The rent freeze approved on Wednesday is the third under Mayor Bill de Blasio, a Democrat who appoints all of the board’s members. (Last year, the members approved a 1.5 percent increase for one-year leases and 2.5 percent on two-year leases.)
After the vote, landlords criticized Mr. de Blasio for playing “pandemic politics” and not taking their own precarious situation into consideration.
The mayor was “denying owners of small buildings, mostly immigrants and people of color, the rent revenue needed to operate their buildings, finance capital improvements, infuse jobs and revenue into their neighborhoods, and pay property taxes that he raises every year,” said Joseph Strasburg, the president of the Rent Stabilization Association, which represents some 25,000 landlords of rent-stabilized units.

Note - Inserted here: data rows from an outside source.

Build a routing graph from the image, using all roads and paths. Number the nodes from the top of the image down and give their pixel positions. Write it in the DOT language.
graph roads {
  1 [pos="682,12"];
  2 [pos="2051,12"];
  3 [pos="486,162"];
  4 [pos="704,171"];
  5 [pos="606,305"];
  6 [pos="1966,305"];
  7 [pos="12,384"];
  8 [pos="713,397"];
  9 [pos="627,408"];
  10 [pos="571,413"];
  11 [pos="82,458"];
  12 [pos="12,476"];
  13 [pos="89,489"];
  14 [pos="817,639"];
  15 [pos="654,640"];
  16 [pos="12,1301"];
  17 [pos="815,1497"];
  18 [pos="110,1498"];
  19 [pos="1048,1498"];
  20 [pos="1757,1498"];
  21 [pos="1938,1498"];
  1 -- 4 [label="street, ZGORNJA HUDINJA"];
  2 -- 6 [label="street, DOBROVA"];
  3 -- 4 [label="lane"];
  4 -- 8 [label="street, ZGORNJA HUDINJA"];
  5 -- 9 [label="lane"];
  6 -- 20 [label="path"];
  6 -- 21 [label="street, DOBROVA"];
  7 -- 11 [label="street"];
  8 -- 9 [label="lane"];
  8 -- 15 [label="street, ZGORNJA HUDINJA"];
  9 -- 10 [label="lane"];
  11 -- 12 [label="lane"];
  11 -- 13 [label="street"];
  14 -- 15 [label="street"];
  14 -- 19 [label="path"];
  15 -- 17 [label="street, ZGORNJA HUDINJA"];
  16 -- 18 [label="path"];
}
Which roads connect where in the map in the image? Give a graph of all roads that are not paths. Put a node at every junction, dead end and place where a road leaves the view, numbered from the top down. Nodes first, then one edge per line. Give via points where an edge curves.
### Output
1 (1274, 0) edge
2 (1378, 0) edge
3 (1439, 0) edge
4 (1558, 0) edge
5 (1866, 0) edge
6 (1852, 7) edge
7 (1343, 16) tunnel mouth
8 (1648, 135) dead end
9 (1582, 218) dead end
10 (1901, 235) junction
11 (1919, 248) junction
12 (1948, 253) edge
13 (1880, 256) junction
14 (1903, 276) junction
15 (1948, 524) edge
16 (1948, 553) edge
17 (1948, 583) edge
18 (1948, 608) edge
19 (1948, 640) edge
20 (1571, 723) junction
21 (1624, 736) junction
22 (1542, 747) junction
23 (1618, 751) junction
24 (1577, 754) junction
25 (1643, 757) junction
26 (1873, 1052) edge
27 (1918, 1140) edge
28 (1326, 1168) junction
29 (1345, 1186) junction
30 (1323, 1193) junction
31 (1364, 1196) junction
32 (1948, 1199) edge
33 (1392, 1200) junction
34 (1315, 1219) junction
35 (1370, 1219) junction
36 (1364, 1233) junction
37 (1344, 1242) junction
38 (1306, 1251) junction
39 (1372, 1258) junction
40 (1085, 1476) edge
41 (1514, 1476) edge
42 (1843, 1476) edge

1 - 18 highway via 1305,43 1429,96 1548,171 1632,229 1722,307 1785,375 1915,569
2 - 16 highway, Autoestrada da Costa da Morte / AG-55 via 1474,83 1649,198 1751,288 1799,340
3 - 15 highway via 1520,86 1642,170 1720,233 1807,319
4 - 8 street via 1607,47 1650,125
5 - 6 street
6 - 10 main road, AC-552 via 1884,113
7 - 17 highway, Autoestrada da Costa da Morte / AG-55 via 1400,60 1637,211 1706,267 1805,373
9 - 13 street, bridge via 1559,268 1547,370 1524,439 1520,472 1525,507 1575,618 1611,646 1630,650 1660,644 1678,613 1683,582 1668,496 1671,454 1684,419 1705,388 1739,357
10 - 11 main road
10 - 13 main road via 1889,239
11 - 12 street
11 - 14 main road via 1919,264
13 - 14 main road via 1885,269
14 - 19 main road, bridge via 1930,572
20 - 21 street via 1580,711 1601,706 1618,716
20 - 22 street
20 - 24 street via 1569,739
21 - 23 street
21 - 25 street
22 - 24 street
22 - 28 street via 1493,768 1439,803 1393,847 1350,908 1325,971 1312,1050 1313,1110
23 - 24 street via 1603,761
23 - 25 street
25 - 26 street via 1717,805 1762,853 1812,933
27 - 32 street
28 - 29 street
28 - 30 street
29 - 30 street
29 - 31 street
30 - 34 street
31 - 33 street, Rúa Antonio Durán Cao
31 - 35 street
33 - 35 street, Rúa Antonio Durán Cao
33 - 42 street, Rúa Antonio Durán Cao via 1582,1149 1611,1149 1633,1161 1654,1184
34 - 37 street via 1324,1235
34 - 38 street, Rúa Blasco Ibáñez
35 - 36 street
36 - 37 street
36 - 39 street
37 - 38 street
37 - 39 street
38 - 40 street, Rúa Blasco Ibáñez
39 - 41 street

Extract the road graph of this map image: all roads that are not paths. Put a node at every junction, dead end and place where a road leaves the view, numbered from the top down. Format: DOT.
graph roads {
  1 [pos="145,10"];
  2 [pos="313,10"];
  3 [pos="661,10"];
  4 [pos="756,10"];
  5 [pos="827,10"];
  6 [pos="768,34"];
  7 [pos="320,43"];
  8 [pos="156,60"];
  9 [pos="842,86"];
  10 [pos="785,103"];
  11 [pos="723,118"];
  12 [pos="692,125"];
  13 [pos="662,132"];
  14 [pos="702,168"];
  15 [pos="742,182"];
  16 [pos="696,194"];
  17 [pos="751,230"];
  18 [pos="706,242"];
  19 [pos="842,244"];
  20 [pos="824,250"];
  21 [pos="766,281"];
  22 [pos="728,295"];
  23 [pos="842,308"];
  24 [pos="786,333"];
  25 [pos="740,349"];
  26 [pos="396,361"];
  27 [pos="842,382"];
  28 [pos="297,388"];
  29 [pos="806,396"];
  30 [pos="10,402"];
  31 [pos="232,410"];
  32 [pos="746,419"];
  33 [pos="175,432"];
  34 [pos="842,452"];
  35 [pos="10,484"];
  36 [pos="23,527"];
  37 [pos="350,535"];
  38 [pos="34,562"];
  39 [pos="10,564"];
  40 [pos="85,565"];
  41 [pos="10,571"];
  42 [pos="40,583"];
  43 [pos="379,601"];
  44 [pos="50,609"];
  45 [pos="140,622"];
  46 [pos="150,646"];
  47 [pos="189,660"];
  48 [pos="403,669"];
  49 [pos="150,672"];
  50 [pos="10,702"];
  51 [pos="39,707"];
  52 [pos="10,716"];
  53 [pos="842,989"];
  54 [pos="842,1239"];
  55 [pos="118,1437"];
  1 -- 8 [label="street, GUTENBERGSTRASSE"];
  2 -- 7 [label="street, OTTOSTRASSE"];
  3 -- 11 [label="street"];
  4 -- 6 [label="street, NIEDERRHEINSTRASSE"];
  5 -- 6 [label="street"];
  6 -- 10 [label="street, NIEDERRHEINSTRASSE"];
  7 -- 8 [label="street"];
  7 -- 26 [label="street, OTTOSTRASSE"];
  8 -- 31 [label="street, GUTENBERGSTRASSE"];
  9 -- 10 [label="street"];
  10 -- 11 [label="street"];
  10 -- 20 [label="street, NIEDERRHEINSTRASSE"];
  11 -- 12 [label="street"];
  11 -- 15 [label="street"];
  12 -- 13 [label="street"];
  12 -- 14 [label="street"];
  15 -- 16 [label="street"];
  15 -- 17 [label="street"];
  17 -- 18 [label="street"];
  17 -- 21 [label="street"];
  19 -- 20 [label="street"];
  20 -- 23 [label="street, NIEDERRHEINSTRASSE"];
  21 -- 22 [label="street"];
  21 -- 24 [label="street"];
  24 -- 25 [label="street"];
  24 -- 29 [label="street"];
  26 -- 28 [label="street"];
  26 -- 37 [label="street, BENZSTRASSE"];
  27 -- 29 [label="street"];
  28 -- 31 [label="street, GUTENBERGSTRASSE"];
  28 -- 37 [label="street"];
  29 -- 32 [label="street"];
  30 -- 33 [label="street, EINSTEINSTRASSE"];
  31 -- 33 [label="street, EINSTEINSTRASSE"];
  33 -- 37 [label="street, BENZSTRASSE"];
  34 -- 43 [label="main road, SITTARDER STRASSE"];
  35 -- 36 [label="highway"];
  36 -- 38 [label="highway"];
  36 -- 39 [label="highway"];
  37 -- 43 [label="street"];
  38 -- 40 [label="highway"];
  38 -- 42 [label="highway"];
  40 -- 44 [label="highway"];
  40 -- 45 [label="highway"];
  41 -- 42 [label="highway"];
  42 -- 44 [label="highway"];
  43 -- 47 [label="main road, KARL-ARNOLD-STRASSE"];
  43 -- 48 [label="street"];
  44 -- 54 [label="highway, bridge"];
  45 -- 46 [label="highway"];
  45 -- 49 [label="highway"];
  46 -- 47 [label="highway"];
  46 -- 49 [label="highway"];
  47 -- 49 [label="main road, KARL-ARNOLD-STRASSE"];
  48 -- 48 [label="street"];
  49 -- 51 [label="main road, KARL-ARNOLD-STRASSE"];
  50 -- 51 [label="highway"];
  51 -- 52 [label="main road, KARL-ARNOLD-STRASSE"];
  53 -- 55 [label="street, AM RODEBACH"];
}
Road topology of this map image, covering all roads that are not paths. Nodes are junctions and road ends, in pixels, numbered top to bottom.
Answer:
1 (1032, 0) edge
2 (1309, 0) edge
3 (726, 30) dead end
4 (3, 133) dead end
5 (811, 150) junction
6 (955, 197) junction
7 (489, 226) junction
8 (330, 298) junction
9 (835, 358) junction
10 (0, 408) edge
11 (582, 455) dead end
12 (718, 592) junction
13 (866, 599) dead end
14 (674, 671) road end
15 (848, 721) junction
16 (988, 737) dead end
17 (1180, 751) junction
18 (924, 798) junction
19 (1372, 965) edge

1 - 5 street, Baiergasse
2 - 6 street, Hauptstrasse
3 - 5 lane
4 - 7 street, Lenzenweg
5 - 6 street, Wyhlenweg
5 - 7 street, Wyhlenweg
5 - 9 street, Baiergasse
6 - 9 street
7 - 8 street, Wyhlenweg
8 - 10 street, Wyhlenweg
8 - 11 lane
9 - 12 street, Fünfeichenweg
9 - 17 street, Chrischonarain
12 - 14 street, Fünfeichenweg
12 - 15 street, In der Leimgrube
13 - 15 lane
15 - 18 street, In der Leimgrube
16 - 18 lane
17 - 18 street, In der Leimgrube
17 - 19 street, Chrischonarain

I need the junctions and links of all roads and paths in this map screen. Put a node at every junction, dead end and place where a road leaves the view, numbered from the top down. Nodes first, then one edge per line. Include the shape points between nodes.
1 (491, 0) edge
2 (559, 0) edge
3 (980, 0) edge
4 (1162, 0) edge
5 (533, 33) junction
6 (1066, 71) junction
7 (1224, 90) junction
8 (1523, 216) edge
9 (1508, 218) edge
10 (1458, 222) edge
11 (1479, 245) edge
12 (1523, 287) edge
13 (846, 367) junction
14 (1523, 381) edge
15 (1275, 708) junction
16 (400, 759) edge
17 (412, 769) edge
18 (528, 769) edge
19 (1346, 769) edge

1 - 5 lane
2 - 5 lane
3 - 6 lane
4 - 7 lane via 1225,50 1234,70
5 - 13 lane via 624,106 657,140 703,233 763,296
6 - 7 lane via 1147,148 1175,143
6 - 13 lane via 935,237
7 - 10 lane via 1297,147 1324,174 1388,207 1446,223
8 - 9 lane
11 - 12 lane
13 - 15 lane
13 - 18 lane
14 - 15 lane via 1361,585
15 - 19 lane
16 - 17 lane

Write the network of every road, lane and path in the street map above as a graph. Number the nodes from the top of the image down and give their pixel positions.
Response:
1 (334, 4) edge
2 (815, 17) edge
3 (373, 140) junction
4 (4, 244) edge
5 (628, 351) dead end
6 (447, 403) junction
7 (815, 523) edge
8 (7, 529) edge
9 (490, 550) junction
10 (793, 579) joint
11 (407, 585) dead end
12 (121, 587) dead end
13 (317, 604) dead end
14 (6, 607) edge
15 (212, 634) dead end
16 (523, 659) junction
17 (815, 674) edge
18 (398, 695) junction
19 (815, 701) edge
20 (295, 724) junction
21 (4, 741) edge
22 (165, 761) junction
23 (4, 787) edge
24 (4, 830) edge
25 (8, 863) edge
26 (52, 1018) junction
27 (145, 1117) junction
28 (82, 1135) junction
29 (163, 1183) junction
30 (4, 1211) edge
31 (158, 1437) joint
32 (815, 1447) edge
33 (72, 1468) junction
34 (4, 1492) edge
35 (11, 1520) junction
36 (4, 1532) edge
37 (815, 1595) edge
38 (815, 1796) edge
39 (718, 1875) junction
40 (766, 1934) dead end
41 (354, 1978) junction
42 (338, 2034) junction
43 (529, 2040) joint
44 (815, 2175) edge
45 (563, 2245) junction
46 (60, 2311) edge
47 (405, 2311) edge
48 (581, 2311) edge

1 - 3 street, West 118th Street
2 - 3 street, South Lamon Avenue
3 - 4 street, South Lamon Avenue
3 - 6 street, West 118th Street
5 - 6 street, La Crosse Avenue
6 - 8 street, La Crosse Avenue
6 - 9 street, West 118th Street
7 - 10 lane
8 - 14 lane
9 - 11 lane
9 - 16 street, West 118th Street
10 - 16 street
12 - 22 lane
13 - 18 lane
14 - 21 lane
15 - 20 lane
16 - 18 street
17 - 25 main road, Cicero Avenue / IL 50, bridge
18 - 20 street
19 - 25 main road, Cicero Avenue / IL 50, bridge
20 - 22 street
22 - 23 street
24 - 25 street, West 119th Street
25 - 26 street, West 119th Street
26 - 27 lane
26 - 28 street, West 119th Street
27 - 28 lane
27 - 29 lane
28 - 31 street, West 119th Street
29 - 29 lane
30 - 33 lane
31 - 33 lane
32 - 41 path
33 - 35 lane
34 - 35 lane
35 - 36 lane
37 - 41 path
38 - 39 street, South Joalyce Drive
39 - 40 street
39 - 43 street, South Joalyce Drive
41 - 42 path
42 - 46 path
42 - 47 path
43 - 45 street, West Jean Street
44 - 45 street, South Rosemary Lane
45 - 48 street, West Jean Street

Mr. de Blasio, who himself is a landlord, hailed the board’s action in a statement issued after the vote.
“Renters have never faced hardship like this,” he said. “They desperately need relief, and that’s why we fought for this rent freeze.”
The Rent Stabilization Association and other landlord groups have said that if tenants received a rent freeze, the city should enact a similar freeze for owners on property taxes and utilities.
The annual rent ritual, in which a city board with a bureaucratic name meets to decide the coming year’s housing costs for millions of New Yorkers, has long been a flash point that puts the grievances of tenants and landlords on full display.